Hi, I just want to say, thank you so much, for explaining such things, I seriously hate when people do these but don't explain the concepts behind what they do and how it works. I have been trying to find someone to explain things that are conceptually interesting for a long time. So thank you
So...between you and this guy (ua-cam.com/video/gfQNjC69PCM/v-deo.html), you're my grass-guru's... I like the derived normals in your model, the vein in the middle REALLY helps sell the 'blade' of grass. However, I like the bend, and at the very least, the conservation of the length of the mesh during the bend in Visual Tech Art's video. Is there a way to conserve the length of the mesh given your method of using the curve-math you do? Between the two of you, there seems to be the potential to have an 'ultimate open-source' grass shader for unreal, where we can get a physically-accurate/conservative bend, as well as some detail in derive-normals. The normals which would help with being-wet, covered with snow/dust, etc. The application as a 'basic' grass blade would be enormous if we could marry the two techniques... Your method also has the advantage of having texture-samples run in the vertex-shader vs the pixel-shader.

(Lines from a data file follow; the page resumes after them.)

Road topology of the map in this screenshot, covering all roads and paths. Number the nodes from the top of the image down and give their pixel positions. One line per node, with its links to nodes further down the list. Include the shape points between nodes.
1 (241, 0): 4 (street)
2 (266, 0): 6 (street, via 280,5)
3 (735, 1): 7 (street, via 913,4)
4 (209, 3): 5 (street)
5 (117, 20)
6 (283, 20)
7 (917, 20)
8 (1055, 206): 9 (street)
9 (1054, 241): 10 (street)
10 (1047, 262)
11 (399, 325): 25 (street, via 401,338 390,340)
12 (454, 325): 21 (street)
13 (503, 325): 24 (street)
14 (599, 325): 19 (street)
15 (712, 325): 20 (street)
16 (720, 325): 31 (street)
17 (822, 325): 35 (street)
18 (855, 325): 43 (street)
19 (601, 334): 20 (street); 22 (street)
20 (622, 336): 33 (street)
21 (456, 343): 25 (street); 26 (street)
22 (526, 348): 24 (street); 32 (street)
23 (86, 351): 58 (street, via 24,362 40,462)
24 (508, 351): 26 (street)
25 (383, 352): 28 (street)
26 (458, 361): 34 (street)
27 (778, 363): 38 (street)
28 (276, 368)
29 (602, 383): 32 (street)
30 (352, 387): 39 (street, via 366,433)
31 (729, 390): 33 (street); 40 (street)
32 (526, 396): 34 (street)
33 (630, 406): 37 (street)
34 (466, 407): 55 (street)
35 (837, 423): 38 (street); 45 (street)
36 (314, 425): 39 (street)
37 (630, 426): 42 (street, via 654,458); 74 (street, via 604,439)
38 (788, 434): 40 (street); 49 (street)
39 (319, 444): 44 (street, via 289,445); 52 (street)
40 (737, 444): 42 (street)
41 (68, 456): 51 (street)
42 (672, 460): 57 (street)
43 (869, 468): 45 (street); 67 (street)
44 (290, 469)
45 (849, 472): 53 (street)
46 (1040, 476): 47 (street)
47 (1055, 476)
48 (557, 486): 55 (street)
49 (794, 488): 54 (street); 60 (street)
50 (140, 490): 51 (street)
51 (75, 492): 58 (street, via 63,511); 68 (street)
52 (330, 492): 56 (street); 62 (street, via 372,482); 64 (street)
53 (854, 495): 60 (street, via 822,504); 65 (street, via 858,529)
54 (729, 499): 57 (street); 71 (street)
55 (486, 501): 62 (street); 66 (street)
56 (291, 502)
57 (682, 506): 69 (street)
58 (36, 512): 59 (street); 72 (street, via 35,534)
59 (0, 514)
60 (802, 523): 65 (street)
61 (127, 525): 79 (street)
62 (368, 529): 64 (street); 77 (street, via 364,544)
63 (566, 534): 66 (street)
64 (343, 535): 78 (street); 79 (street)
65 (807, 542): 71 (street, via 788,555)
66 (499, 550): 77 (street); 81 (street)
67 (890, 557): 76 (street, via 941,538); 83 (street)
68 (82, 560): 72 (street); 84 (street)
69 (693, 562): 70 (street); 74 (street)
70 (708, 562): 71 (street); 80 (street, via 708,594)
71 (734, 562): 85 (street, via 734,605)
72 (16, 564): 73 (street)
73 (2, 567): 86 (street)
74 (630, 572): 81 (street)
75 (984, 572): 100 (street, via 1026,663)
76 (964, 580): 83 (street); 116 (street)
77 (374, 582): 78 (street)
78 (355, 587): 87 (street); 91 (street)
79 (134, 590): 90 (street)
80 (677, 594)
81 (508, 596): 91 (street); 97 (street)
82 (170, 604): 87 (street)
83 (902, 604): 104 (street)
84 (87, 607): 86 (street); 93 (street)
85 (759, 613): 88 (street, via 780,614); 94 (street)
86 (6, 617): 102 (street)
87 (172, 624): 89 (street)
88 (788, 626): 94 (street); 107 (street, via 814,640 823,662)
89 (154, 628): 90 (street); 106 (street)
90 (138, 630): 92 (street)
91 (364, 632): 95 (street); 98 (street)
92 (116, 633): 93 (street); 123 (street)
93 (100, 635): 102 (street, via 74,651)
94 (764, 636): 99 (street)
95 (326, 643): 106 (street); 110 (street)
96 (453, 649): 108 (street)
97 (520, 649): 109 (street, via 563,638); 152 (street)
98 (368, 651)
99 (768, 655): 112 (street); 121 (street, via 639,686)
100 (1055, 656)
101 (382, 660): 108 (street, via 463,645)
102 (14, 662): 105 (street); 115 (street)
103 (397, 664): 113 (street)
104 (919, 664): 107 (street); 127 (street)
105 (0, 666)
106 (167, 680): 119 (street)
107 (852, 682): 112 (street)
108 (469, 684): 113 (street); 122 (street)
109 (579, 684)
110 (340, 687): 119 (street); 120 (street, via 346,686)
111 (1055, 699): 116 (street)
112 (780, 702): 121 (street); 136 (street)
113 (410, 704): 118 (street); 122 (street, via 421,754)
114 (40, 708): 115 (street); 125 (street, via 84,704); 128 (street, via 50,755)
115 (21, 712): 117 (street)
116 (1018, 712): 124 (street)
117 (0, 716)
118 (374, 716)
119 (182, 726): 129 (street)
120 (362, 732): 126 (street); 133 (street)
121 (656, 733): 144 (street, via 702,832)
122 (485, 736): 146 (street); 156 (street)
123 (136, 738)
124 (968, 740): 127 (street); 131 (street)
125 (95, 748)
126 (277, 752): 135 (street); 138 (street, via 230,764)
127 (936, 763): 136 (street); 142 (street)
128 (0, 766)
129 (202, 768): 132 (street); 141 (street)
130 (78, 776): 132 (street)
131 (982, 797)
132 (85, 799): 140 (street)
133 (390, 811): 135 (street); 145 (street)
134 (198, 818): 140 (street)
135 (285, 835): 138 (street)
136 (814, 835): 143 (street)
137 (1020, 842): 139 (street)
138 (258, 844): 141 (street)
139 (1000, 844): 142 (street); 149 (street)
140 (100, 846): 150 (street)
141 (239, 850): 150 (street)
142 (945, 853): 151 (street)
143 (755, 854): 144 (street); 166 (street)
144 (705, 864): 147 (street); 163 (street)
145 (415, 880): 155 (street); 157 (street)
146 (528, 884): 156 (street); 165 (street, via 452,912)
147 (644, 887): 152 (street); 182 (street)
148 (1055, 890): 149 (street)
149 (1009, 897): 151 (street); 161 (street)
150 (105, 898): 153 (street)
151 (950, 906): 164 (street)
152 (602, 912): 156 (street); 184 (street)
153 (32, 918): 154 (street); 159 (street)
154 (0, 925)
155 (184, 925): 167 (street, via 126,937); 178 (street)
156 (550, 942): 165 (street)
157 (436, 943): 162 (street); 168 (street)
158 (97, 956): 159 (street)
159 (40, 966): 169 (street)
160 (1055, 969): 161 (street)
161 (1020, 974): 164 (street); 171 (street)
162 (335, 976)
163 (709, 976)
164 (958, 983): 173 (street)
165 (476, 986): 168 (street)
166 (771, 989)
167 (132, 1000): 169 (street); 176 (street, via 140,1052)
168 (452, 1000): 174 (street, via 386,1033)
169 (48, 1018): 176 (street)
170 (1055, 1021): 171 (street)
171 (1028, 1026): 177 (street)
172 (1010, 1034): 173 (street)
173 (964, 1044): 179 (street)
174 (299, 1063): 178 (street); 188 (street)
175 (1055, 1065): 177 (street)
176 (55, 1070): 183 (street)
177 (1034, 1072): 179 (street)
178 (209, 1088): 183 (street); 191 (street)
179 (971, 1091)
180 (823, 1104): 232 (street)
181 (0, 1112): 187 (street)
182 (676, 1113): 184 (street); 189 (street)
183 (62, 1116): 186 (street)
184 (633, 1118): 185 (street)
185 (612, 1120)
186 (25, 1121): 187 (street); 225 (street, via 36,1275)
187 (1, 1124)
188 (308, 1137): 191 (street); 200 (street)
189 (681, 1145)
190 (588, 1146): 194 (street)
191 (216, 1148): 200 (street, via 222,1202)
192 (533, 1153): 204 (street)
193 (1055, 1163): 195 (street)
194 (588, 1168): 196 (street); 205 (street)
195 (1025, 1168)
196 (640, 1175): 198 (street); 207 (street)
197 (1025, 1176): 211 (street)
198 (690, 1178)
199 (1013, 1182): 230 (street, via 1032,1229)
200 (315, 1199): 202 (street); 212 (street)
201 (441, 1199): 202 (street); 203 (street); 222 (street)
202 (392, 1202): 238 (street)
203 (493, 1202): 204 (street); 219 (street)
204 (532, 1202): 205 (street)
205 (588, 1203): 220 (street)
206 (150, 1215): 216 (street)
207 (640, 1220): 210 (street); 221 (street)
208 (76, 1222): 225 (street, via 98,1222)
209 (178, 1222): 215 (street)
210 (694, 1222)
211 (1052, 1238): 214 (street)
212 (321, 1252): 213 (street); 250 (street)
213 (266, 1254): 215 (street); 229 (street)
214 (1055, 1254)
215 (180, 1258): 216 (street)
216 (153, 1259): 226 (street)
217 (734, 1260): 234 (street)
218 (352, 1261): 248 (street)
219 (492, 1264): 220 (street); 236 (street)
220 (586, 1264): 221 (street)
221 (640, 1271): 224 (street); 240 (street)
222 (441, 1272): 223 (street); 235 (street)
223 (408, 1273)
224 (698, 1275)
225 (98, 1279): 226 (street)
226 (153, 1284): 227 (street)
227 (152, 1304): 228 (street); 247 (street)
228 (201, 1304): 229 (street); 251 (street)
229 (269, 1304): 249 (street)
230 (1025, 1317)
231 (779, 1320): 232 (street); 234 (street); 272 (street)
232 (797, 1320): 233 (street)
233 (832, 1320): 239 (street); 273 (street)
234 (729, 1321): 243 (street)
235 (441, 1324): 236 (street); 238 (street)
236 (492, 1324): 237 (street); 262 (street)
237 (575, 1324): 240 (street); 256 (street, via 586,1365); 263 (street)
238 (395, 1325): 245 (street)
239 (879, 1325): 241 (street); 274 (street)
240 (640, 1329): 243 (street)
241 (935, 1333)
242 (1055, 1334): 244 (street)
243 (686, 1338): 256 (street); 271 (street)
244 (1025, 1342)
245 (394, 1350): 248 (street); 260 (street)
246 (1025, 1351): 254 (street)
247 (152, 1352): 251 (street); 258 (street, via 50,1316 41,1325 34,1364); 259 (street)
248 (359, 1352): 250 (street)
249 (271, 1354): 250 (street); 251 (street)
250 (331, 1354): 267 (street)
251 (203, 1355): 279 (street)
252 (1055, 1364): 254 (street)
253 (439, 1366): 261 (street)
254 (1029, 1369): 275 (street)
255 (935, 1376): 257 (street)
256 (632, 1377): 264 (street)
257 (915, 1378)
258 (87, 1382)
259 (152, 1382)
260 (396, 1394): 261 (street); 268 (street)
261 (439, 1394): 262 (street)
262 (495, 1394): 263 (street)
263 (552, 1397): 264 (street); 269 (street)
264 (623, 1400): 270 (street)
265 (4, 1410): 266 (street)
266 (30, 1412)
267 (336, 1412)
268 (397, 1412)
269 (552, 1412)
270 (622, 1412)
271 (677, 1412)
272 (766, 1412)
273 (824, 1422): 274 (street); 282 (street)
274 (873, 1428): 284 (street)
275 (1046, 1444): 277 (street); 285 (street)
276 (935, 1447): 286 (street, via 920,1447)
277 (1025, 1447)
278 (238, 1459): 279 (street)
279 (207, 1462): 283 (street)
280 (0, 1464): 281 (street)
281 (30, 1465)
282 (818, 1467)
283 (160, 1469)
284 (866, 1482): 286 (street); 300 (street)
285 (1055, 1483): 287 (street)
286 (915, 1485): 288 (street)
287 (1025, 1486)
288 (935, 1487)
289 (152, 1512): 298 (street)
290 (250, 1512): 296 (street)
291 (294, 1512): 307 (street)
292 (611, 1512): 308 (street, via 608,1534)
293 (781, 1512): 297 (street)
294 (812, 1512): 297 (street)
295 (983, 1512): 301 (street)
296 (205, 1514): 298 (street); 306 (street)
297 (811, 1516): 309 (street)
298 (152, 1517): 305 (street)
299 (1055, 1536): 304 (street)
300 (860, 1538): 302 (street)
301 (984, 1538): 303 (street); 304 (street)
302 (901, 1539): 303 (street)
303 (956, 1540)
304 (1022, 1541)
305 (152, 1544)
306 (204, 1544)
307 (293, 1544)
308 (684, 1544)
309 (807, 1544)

And just to say, thanks for all the knowledge-bombs dropped on us, I really do appreciate.
The advantage of the bezier curve is it allows for far more control over the shape of the blade, and even more detail could be added with an additional control point, allowing for S shapes, or less even curves. The disadvantage is that it is surprisingly difficult and computationally expensive to accurately determine the length. Controlling the length is a challenge as well. I have found a formula for estimating the length, and have an untested idea of how that could hopefully be used to prevent the grass from noticeably changing length but at best it's an approximation, if it even works. In Ghost of Tsushima, they just made sure to keep the grass animation relatively restrained in hopes no one would notice the blades do change length slightly.
I've completed a blade length consistency system. It seems to work pretty well although it can definitely be broken. I think it should work well for the range of shapes we expect to see with the grass although The basic idea behind it is that we know that a bezier curve can't be longer than the distance between p0 and p1 + p1 and p2 (aka the polygon length). It can't be shorter than the distance between p0 and p2 either (aka the chord length) - so this gives us a domain we can estimate within and restrain the length to.
Yeah, I'll show per blade randomization soon. Either the next vid or the one after. In Ghost of Tsushima, they made their short grass by modifying the one long grass blade into two blades by making the center point the base and both ends a tip. This allowed them to get short grass that was twice as dense for the same number of tris and instances as the long grass. Short grass will perform better than long grass. Nanite started having issues with more than 2 million blades of grass with the default configuration. We'll be scaling up to a small scene with a few hundred thousand blades of grass in the next video and probably to a large field after that.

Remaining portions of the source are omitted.